» Problem requirements:
Starting at the first line, copy the data below through to the end, exactly.

───── Supplied material

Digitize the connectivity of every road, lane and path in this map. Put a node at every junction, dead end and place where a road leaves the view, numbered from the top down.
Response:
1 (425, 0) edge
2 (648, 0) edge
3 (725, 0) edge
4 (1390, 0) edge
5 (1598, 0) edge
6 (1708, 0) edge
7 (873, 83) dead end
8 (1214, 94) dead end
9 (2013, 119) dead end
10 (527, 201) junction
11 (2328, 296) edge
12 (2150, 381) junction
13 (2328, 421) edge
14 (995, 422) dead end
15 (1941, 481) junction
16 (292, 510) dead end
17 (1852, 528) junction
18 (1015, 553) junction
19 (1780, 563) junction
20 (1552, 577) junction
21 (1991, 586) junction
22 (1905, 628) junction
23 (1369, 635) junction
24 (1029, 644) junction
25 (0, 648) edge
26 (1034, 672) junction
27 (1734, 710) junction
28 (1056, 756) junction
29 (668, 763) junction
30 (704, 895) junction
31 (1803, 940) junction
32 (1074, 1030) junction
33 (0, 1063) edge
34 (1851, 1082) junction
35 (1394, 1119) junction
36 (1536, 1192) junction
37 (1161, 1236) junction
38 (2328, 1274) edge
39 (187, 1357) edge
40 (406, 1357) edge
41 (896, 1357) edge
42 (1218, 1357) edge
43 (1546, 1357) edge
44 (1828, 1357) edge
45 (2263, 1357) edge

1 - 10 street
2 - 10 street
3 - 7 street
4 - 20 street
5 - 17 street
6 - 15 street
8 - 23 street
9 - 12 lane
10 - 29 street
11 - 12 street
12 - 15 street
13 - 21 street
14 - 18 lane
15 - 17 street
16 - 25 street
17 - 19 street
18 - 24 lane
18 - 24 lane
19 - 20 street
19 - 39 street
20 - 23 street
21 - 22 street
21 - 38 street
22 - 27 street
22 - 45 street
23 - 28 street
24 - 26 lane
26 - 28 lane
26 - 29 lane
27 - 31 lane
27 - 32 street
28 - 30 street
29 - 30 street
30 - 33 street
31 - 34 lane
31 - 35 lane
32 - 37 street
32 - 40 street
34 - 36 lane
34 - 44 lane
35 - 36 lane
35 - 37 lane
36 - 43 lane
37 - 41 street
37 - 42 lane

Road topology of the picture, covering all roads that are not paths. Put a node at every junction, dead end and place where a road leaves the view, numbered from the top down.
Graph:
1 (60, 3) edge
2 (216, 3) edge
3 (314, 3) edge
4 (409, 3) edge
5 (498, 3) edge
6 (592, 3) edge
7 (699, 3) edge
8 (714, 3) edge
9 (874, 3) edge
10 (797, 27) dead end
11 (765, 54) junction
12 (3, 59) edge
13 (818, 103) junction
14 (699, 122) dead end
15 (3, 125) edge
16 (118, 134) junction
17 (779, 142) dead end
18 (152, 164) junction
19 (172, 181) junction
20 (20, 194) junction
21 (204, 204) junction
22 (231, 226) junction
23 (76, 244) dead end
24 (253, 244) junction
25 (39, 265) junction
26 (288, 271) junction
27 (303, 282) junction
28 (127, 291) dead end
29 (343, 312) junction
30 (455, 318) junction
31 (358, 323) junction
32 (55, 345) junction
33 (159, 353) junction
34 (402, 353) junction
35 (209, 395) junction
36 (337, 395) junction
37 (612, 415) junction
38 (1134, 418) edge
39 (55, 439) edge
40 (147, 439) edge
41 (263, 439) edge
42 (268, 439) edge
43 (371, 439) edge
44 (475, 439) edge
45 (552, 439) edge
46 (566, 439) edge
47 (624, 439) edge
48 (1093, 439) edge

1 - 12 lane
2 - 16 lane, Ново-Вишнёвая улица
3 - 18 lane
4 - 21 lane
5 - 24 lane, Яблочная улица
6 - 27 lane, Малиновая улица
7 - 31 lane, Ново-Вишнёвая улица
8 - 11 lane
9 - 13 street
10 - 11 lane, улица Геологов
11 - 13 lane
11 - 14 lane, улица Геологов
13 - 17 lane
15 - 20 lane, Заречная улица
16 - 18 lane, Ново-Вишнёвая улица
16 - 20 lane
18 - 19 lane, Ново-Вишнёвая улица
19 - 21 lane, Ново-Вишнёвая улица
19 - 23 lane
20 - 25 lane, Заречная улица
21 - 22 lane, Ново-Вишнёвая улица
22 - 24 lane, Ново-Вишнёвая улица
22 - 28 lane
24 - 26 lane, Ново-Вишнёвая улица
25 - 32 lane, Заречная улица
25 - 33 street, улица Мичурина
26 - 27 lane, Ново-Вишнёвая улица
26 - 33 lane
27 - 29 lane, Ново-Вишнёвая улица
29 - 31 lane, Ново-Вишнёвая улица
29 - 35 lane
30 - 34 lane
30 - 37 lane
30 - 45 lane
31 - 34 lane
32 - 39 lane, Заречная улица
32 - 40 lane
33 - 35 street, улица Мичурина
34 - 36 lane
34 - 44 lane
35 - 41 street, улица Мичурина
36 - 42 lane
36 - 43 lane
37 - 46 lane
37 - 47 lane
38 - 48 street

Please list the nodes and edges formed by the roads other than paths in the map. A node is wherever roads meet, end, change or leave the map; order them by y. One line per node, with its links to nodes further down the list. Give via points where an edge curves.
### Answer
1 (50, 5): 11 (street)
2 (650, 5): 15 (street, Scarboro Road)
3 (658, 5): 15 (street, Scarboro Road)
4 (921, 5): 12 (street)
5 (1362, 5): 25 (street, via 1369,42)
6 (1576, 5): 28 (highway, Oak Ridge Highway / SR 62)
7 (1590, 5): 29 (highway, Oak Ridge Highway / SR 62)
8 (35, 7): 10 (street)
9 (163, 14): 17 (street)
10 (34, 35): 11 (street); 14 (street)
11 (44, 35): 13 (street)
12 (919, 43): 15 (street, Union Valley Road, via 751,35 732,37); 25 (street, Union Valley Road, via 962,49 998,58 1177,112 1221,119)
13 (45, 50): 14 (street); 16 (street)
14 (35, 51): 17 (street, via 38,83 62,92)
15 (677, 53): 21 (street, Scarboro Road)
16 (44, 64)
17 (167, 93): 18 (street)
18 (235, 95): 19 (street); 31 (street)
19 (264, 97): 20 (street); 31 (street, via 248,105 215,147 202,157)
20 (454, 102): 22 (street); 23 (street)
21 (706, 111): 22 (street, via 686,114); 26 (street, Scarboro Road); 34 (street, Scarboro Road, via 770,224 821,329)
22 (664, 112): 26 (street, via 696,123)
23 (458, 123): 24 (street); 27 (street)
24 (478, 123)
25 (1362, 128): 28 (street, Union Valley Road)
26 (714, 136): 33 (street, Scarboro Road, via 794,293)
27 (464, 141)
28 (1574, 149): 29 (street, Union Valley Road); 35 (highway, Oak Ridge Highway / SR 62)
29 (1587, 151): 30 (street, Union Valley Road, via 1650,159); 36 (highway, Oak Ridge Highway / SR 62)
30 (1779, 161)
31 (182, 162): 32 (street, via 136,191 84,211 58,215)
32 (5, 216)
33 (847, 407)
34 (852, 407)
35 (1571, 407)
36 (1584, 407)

──────────

» Answer space:
Digitize the connectivity of every road, lane and path in this map. Put a node at every junction, dead end and place where a road leaves the view, numbered from the top down.
Response:
1 (425, 0) edge
2 (648, 0) edge
3 (725, 0) edge
4 (1390, 0) edge
5 (1598, 0) edge
6 (1708, 0) edge
7 (873, 83) dead end
8 (1214, 94) dead end
9 (2013, 119) dead end
10 (527, 201) junction
11 (2328, 296) edge
12 (2150, 381) junction
13 (2328, 421) edge
14 (995, 422) dead end
15 (1941, 481) junction
16 (292, 510) dead end
17 (1852, 528) junction
18 (1015, 553) junction
19 (1780, 563) junction
20 (1552, 577) junction
21 (1991, 586) junction
22 (1905, 628) junction
23 (1369, 635) junction
24 (1029, 644) junction
25 (0, 648) edge
26 (1034, 672) junction
27 (1734, 710) junction
28 (1056, 756) junction
29 (668, 763) junction
30 (704, 895) junction
31 (1803, 940) junction
32 (1074, 1030) junction
33 (0, 1063) edge
34 (1851, 1082) junction
35 (1394, 1119) junction
36 (1536, 1192) junction
37 (1161, 1236) junction
38 (2328, 1274) edge
39 (187, 1357) edge
40 (406, 1357) edge
41 (896, 1357) edge
42 (1218, 1357) edge
43 (1546, 1357) edge
44 (1828, 1357) edge
45 (2263, 1357) edge

1 - 10 street
2 - 10 street
3 - 7 street
4 - 20 street
5 - 17 street
6 - 15 street
8 - 23 street
9 - 12 lane
10 - 29 street
11 - 12 street
12 - 15 street
13 - 21 street
14 - 18 lane
15 - 17 street
16 - 25 street
17 - 19 street
18 - 24 lane
18 - 24 lane
19 - 20 street
19 - 39 street
20 - 23 street
21 - 22 street
21 - 38 street
22 - 27 street
22 - 45 street
23 - 28 street
24 - 26 lane
26 - 28 lane
26 - 29 lane
27 - 31 lane
27 - 32 street
28 - 30 street
29 - 30 street
30 - 33 street
31 - 34 lane
31 - 35 lane
32 - 37 street
32 - 40 street
34 - 36 lane
34 - 44 lane
35 - 36 lane
35 - 37 lane
36 - 43 lane
37 - 41 street
37 - 42 lane

Road topology of the picture, covering all roads that are not paths. Put a node at every junction, dead end and place where a road leaves the view, numbered from the top down.
Graph:
1 (60, 3) edge
2 (216, 3) edge
3 (314, 3) edge
4 (409, 3) edge
5 (498, 3) edge
6 (592, 3) edge
7 (699, 3) edge
8 (714, 3) edge
9 (874, 3) edge
10 (797, 27) dead end
11 (765, 54) junction
12 (3, 59) edge
13 (818, 103) junction
14 (699, 122) dead end
15 (3, 125) edge
16 (118, 134) junction
17 (779, 142) dead end
18 (152, 164) junction
19 (172, 181) junction
20 (20, 194) junction
21 (204, 204) junction
22 (231, 226) junction
23 (76, 244) dead end
24 (253, 244) junction
25 (39, 265) junction
26 (288, 271) junction
27 (303, 282) junction
28 (127, 291) dead end
29 (343, 312) junction
30 (455, 318) junction
31 (358, 323) junction
32 (55, 345) junction
33 (159, 353) junction
34 (402, 353) junction
35 (209, 395) junction
36 (337, 395) junction
37 (612, 415) junction
38 (1134, 418) edge
39 (55, 439) edge
40 (147, 439) edge
41 (263, 439) edge
42 (268, 439) edge
43 (371, 439) edge
44 (475, 439) edge
45 (552, 439) edge
46 (566, 439) edge
47 (624, 439) edge
48 (1093, 439) edge

1 - 12 lane
2 - 16 lane, Ново-Вишнёвая улица
3 - 18 lane
4 - 21 lane
5 - 24 lane, Яблочная улица
6 - 27 lane, Малиновая улица
7 - 31 lane, Ново-Вишнёвая улица
8 - 11 lane
9 - 13 street
10 - 11 lane, улица Геологов
11 - 13 lane
11 - 14 lane, улица Геологов
13 - 17 lane
15 - 20 lane, Заречная улица
16 - 18 lane, Ново-Вишнёвая улица
16 - 20 lane
18 - 19 lane, Ново-Вишнёвая улица
19 - 21 lane, Ново-Вишнёвая улица
19 - 23 lane
20 - 25 lane, Заречная улица
21 - 22 lane, Ново-Вишнёвая улица
22 - 24 lane, Ново-Вишнёвая улица
22 - 28 lane
24 - 26 lane, Ново-Вишнёвая улица
25 - 32 lane, Заречная улица
25 - 33 street, улица Мичурина
26 - 27 lane, Ново-Вишнёвая улица
26 - 33 lane
27 - 29 lane, Ново-Вишнёвая улица
29 - 31 lane, Ново-Вишнёвая улица
29 - 35 lane
30 - 34 lane
30 - 37 lane
30 - 45 lane
31 - 34 lane
32 - 39 lane, Заречная улица
32 - 40 lane
33 - 35 street, улица Мичурина
34 - 36 lane
34 - 44 lane
35 - 41 street, улица Мичурина
36 - 42 lane
36 - 43 lane
37 - 46 lane
37 - 47 lane
38 - 48 street

Please list the nodes and edges formed by the roads other than paths in the map. A node is wherever roads meet, end, change or leave the map; order them by y. One line per node, with its links to nodes further down the list. Give via points where an edge curves.
### Answer
1 (50, 5): 11 (street)
2 (650, 5): 15 (street, Scarboro Road)
3 (658, 5): 15 (street, Scarboro Road)
4 (921, 5): 12 (street)
5 (1362, 5): 25 (street, via 1369,42)
6 (1576, 5): 28 (highway, Oak Ridge Highway / SR 62)
7 (1590, 5): 29 (highway, Oak Ridge Highway / SR 62)
8 (35, 7): 10 (street)
9 (163, 14): 17 (street)
10 (34, 35): 11 (street); 14 (street)
11 (44, 35): 13 (street)
12 (919, 43): 15 (street, Union Valley Road, via 751,35 732,37); 25 (street, Union Valley Road, via 962,49 998,58 1177,112 1221,119)
13 (45, 50): 14 (street); 16 (street)
14 (35, 51): 17 (street, via 38,83 62,92)
15 (677, 53): 21 (street, Scarboro Road)
16 (44, 64)
17 (167, 93): 18 (street)
18 (235, 95): 19 (street); 31 (street)
19 (264, 97): 20 (street); 31 (street, via 248,105 215,147 202,157)
20 (454, 102): 22 (street); 23 (street)
21 (706, 111): 22 (street, via 686,114); 26 (street, Scarboro Road); 34 (street, Scarboro Road, via 770,224 821,329)
22 (664, 112): 26 (street, via 696,123)
23 (458, 123): 24 (street); 27 (street)
24 (478, 123)
25 (1362, 128): 28 (street, Union Valley Road)
26 (714, 136): 33 (street, Scarboro Road, via 794,293)
27 (464, 141)
28 (1574, 149): 29 (street, Union Valley Road); 35 (highway, Oak Ridge Highway / SR 62)
29 (1587, 151): 30 (street, Union Valley Road, via 1650,159); 36 (highway, Oak Ridge Highway / SR 62)
30 (1779, 161)
31 (182, 162): 32 (street, via 136,191 84,211 58,215)
32 (5, 216)
33 (847, 407)
34 (852, 407)
35 (1571, 407)
36 (1584, 407)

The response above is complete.